Addition of Predicate-based findIndex and findLastIndex methods to java.util.List
-
liangchenblue at gmail.com
Sat Apr 20 07:34:19 UTC 2024
Hi Rotan',
Interface methods are both exposed to callers and to implementations. Is
there any scenario where the implementation can be more efficient than the
stream/gatherer scanning approach?
indexOf or lastIndexOf may be faster if a list has some tricks like a
hashmap to quickly look up the index of an item. In contrast, the predicate
looks too generic and barely optimizable by list implementations; even if
we can stream in parallel, this is already covered by the stream API, so we
can simply declare a Gatherer to perform this findIndex operation on a
stream of elements (also note that a list can be reversed with
List::reversed() since JDK 21, so the same Gatherer can be reused for
findLastIndex)
I think if there is no scenario where implementation can do better with
findIndex, the findIndex should become a Gatherer, which has better
compatibility.
Best,
Chen Liang
On Fri, Apr 19, 2024 at 8:51 PM ІП-24 Олександр Ротань <
rotan.olexandr at gmail.com> wrote:
> Turned out this whole time I was only replying to David. I have to thank
> him for his patience explaining me how this whole mailing thing work.
>
> To summarize what has been missed out, besides what have you seen in
> quotes. I have pointed out that, while flexibility and simplicity is
> important, the main reason why I have decided to propose this feature is to
> enhance developer experience.
>
> I know that conciseness is not a main goal of Java, and therefore my
> proposal is kind of contradicts the general direction of development of
> Java as language, but my desire to make Java more user friendly is based on
> personal experience of introducing fresh devs or switchers to java and
> their feedback. Therefore, while it is not a priority for community, I
> really hope you guys don't mind me working at a backrank of Java making it
> a bit prettier.
>
> On Sat, Apr 20, 2024, 02:56 David Alayachew <davidalayachew at gmail.com>
> wrote:
>
>> > That was what i referred to as "Map-solvable" problems,
>> > but if this way of doing it is a thing, then I agree with
>> > the point.
>>
>> Doing it the Map way would not only be slower, but it would force you to
>> include more concepts than you need. Your identifier is your index.
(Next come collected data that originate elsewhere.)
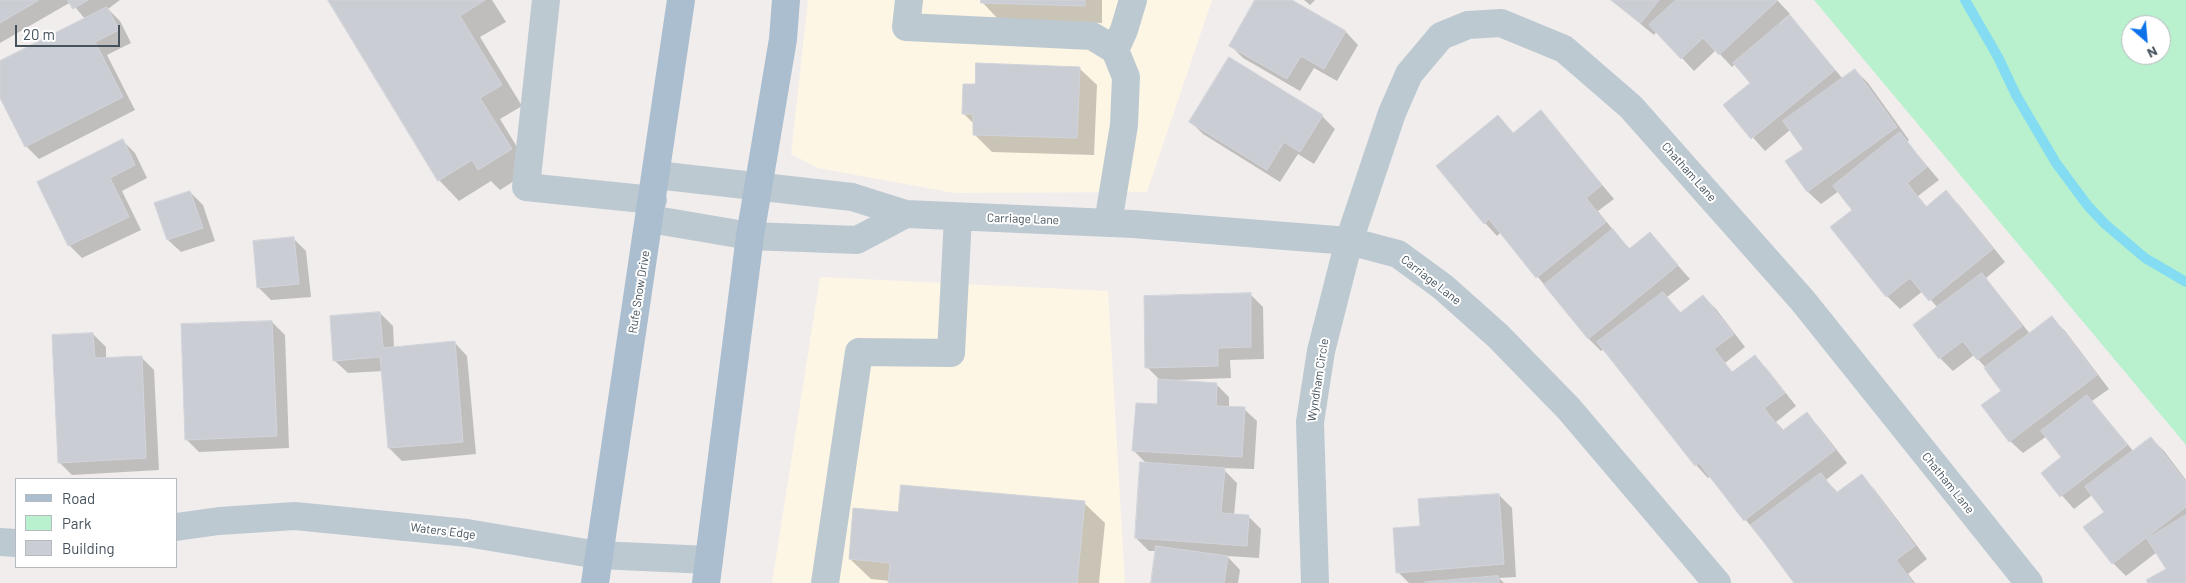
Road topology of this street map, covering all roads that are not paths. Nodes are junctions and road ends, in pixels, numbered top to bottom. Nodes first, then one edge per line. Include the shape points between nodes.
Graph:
1 (546, 0) edge
2 (681, 0) edge
3 (786, 0) edge
4 (909, 0) edge
5 (1133, 0) edge
6 (1115, 50) junction
7 (759, 187) junction
8 (653, 198) junction
9 (906, 214) junction
10 (958, 217) junction
11 (1108, 223) junction
12 (750, 236) junction
13 (1349, 241) junction
14 (178, 527) edge
15 (0, 542) edge
16 (15, 543) edge
17 (598, 555) junction
18 (707, 571) edge
19 (595, 583) edge
20 (825, 583) edge
21 (1315, 583) edge
22 (1717, 583) edge
23 (2029, 583) edge

1 - 8 street via 526,186
2 - 8 main road, Rufe Snow Drive
3 - 7 main road via 783,39
4 - 6 street via 906,27 1092,36
5 - 6 street
6 - 11 street via 1126,77 1124,125
7 - 8 street, Carriage Lane
7 - 9 street, Carriage Lane via 852,197
7 - 12 main road
8 - 12 street
8 - 17 main road, Rufe Snow Drive
9 - 10 street, Carriage Lane
9 - 12 street via 857,240
10 - 11 street, Carriage Lane
10 - 20 street via 951,353 859,352
11 - 13 street, Carriage Lane
12 - 18 main road
13 - 21 street, Wyndham Circle via 1321,351 1310,422
13 - 22 street, Carriage Lane via 1398,254 1443,287 1498,336 1569,409
13 - 23 street, Chatham Lane via 1392,113 1409,74 1441,36 1468,25 1501,23 1564,49 1631,107 1696,178 1802,301
14 - 17 street, Waters Edge via 295,516 467,533
15 - 16 street
17 - 18 street, Waters Edge
17 - 19 main road, Rufe Snow Drive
>> Lists/arrays have index. Bringing a map in only complicates things.
>>
>> As for the rest of your response, I think I understand the trouble here.
>> You put it best when you said that you are introducing this feature with
>> the intent of improving the developer experience, specifically through
>> making code more concise.
>>
>> I can understand that goal, and it is a good goal to strive for, but
>> conciseness is one of the last things Java aims to provide as a language or
>> through its standard library. I won't tell you not to do it, but I will
>> tell you that there will be significant push back from folks here, and for
>> good reason -- conciseness is not the priority here at Java. At Java, the
>> lack of conciseness is not a weakness. Sure, unneeded verbosity can be a
>> weakness, but the solution I suggested above is basically the tempo that
>> Java strives for -- compose simple concepts so that you can create what you
>> need.
>>
>> All of that is to say, you have made your point clear. You goal is
>> conciseness and ease of access. Understanding that, it's clear that my
>> solution is not concise enough to meet that goal, so I won't push it
>> further.
>>
>> On Fri, Apr 19, 2024 at 7:26 PM ІП-24 Олександр Ротань <
>> rotan.olexandr at gmail.com> wrote:
>>
>>> " 1. Fetching data from same-sized lists -- This is a trick from
>>> Data-Oriented Design (not to be confused with Data-Oriented Programming)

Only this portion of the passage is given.